19. Language of Arbitration Proceedings

Upon commencement of any proceedings, the Assigned Arbitrator(s) shall determine the language or languages in which the arbitration shall officially occur, considering the Assigned Arbitrator(s) language(s), the language of the parties, and the language of the human-language terms of the contract.

The arbitrator will ultimately determine the correct language in which to conduct a trial.

20. Translation of Proceedings

Each party to the arbitration shall bear its own costs in procuring translation services necessary to participate in the arbitration. The Assigned Arbitrator(s) may retain translators as required and pass the cost on to the parties as they judge appropriate.

If the parties need translators, they must pay for it themselves. An arbitrator who requires translation may charge the parties for the cost.

21. Expert Witnesses

Any Case may employ expert witness testimony, particularly when highly technical matters are under arbitration. Each party to the arbitration shall bear its own costs in procuring expert witnesses. The Assigned Arbitrator(s) shall determine whether to allow such testimony from expert witnesses. The Assigned Arbitrator(s) may retain experts as required and pass the cost on to the parties as they judge appropriate.

Same with expert witnesses. You may use them, but you have to pay for them. And if the court needs one too, they can decide whether to put more of that cost onto one party or the other.

22. Nature of Arbitration Proceedings

The Arbitration Proceedings of any Case shall follow the following phases: filing Case, selecting Arbitrator(s), presentation of evidence and response by the parties, questioning or other information-seeking by the Assigned Arbitrator(s), deliberation by Assigned Arbitrator(s), revealing the Decision, and execution of the Decision transaction(s) by the Block Producers, and the closing of a Case that has been fully executed with all Decisions transactions fully performed.

The phases of an arbitration case are: filing, selecting arbitrators, presenting evidence, questioning, deliberation, decision, execution, and closed.

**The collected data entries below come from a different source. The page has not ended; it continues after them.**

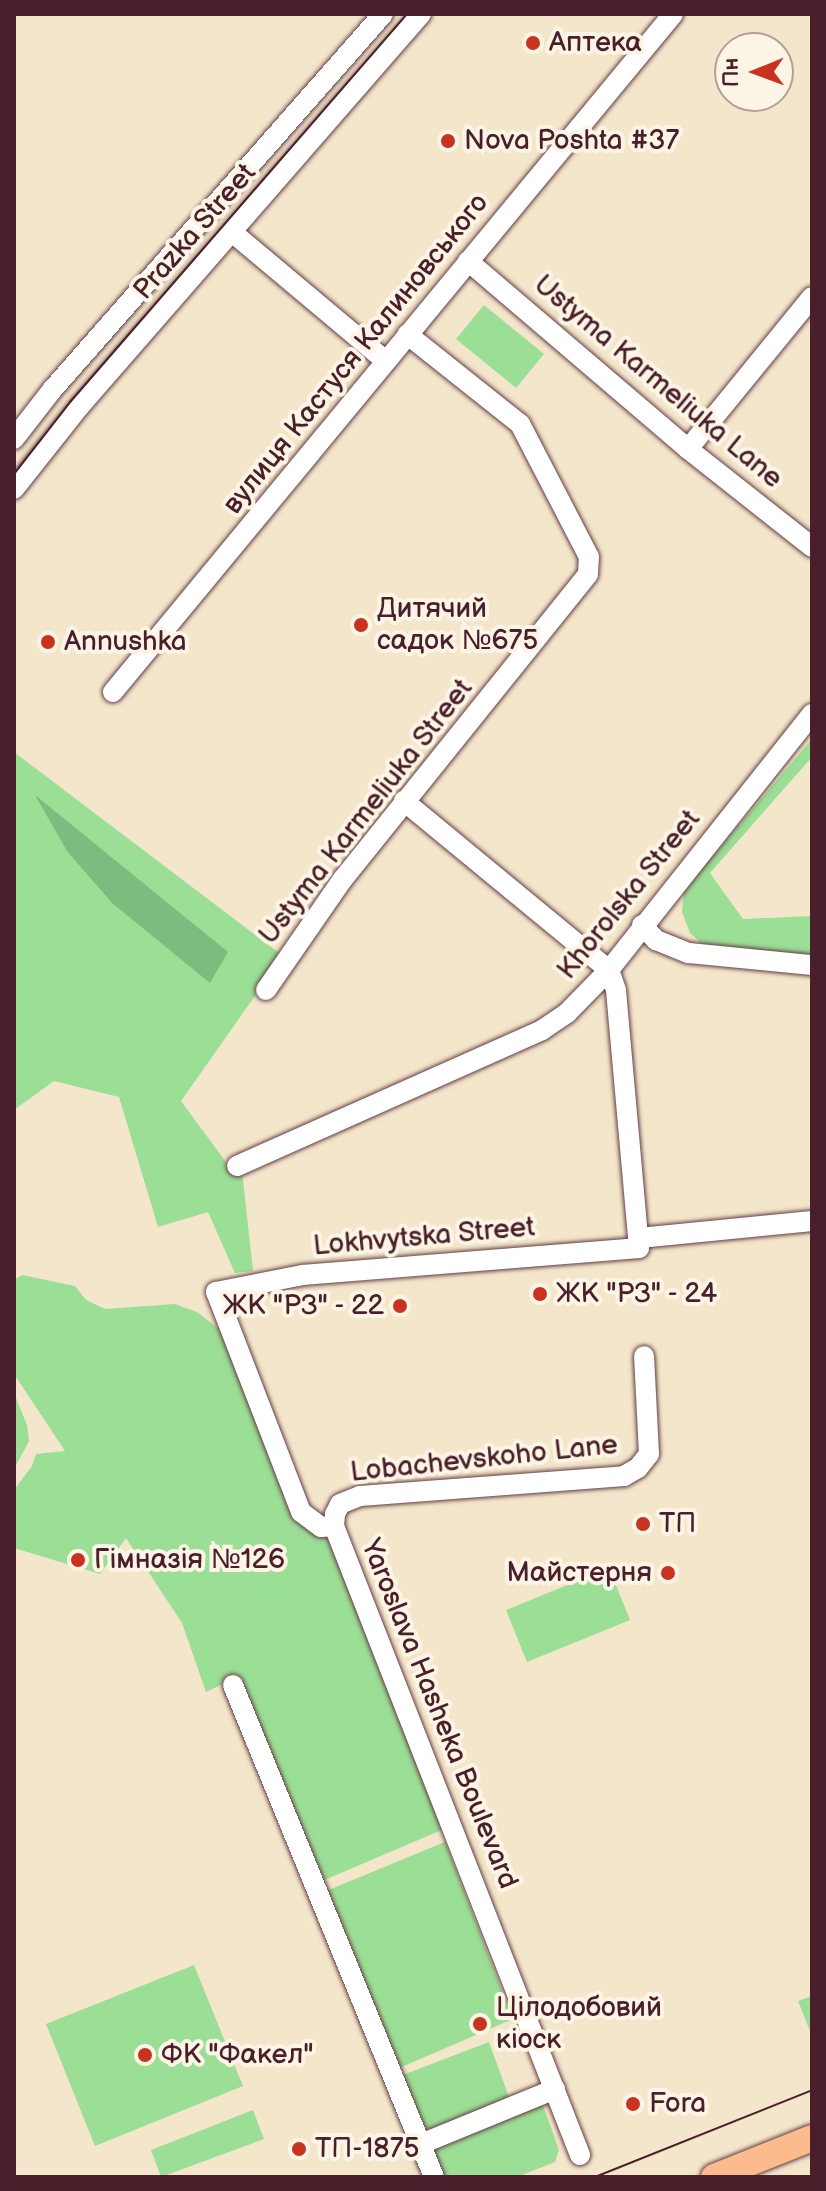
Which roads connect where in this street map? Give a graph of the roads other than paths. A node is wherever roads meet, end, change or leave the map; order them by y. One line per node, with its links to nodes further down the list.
1 (383, 14): 9 (street, Prazka Street)
2 (421, 14): 4 (street, Prazka Street)
3 (673, 14): 5 (street, вулиця Кастуся Калиновського)
4 (232, 232): 8 (street); 11 (street, Prazka Street)
5 (468, 261): 7 (street, вулиця Кастуся Калиновського); 10 (street, Ustyma Karmeliuka Lane)
6 (812, 297): 10 (street)
7 (407, 334): 8 (street, вулиця Кастуся Калиновського); 15 (street, Ustyma Karmeliuka Street)
8 (386, 361): 13 (street, вулиця Кастуся Калиновського)
9 (14, 439)
10 (688, 449): 12 (street, Ustyma Karmeliuka Lane)
11 (14, 489)
12 (812, 547)
13 (113, 692)
14 (812, 714): 16 (street, Khorolska Street)
15 (404, 801): 18 (street); 19 (street, Ustyma Karmeliuka Street)
16 (642, 925): 17 (street); 18 (street, Khorolska Street)
17 (812, 965)
18 (609, 970): 20 (street, Khorolska Street); 22 (street)
19 (266, 990)
20 (237, 1166)
21 (812, 1221): 22 (street, Lokhvytska Street)
22 (639, 1243): 23 (street, Lokhvytska Street)
23 (216, 1292): 25 (street, Yaroslava Hasheka Boulevard)
24 (644, 1356): 25 (street, Lobachevskoho Lane)
25 (334, 1526): 27 (street, Yaroslava Hasheka Boulevard)
26 (233, 1685): 29 (street)
27 (555, 2089): 29 (street); 30 (street, Yaroslava Hasheka Boulevard)
28 (812, 2138): 32 (main road)
29 (421, 2144): 31 (street)
30 (580, 2155)
31 (434, 2177)
32 (714, 2177)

23. Arbitration in Absentia

The nature of the Telos Blockchain Network provides no method to compel a Respondent to participate in arbitration. Therefore, Respondents may face arbitration in absentia in Cases where they fail to respond for a period greater than 1,000,000 blocks (approximately 6 days) or a longer period as determined by the Assigned Arbitrator(s) in the Case. A Respondent who has been tried in absentia in a Case but who responds prior to the Assigned Arbitrator(s) Decision being rendered, may present evidence and arguments in their defense at the discretion of the Assigned Arbitrator(s).

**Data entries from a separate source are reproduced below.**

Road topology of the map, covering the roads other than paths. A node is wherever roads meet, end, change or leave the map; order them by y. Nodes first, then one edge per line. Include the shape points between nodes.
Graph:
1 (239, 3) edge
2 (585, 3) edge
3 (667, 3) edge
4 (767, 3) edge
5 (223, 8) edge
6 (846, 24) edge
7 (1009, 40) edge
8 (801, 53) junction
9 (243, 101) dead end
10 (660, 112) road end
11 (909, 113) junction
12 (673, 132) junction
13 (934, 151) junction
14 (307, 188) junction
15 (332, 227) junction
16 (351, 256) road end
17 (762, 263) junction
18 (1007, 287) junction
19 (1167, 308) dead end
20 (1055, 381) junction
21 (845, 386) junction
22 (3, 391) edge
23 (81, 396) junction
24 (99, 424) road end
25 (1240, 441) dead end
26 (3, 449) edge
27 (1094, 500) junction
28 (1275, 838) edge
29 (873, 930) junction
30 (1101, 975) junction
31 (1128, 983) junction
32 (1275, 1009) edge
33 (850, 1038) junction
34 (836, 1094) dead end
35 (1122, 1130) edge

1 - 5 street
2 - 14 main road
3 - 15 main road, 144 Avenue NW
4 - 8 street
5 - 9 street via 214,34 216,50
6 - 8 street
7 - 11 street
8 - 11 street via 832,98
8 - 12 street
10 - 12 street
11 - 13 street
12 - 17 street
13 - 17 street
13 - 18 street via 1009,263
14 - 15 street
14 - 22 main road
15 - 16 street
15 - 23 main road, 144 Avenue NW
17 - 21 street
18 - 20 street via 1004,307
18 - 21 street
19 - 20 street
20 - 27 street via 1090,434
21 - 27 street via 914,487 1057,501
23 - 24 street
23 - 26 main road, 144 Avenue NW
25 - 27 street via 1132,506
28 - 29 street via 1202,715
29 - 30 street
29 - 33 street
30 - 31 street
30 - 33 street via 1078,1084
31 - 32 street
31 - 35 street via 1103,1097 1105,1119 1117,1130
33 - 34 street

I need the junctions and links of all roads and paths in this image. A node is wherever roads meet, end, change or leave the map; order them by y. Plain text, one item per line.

Since there’s no way to force someone to show up for an arbitration trial, a person who fails to respond may be tried without being directly involved.

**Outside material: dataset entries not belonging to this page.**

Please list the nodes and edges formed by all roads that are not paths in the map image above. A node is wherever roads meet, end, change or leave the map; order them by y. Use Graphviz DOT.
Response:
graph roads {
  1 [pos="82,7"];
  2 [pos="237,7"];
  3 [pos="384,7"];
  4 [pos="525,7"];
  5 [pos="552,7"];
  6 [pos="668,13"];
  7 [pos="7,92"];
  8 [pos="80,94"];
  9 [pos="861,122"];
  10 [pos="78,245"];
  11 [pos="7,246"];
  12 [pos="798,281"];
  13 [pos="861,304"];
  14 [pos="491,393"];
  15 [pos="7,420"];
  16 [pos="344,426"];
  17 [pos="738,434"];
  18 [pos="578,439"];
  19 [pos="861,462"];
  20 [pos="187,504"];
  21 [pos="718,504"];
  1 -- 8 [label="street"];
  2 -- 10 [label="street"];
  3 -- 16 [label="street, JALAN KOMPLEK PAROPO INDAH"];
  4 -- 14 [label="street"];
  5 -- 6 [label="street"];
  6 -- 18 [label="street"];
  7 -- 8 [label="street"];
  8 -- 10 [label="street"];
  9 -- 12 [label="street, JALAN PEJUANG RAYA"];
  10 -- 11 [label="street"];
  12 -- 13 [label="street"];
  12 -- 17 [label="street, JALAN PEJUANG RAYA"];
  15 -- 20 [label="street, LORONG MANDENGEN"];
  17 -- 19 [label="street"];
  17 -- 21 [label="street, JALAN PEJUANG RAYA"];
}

24. Presentation of Evidence

Evidence presented in the Case will be recorded on the Telos blockchain or to an IPFS site, or similar future technology, and provided to the Assigned Arbitrator(s) with an address to access the contents and a hashed value to ensure they have not been altered. Evidence that reveals private information may be submitted directly to the Assigned Arbitrator(s) off-chain and included in the Case at the Assigned Arbitrator(s)’s discretion by reference and description only. Such records shall remain in the Case file indefinitely. Parties pay their own costs of such recordation.

Evidence is recorded on IPFS if it’s public-facing. For private evidence, such as bank records or identity documents will be sent seperately and recorded as received by the arbitrator who describes the item and gives it an exhibit number, if it’s good evidence.

25. General Preference for Cryptographic Evidence

Where available, cryptographic evidence in the form of hashed messages proving the control of certain accounts is deemed the strongest form of evidence and weighted preferentially over other forms of evidence. In Cases of contested ownership of an account, a cryptographically hashed message from the current account shall only be accepted at the Assigned Arbitrator’s discretion. However, cryptographic proof of accounts shown to be closely related to the ownership of the account in question may still be considered as evidence.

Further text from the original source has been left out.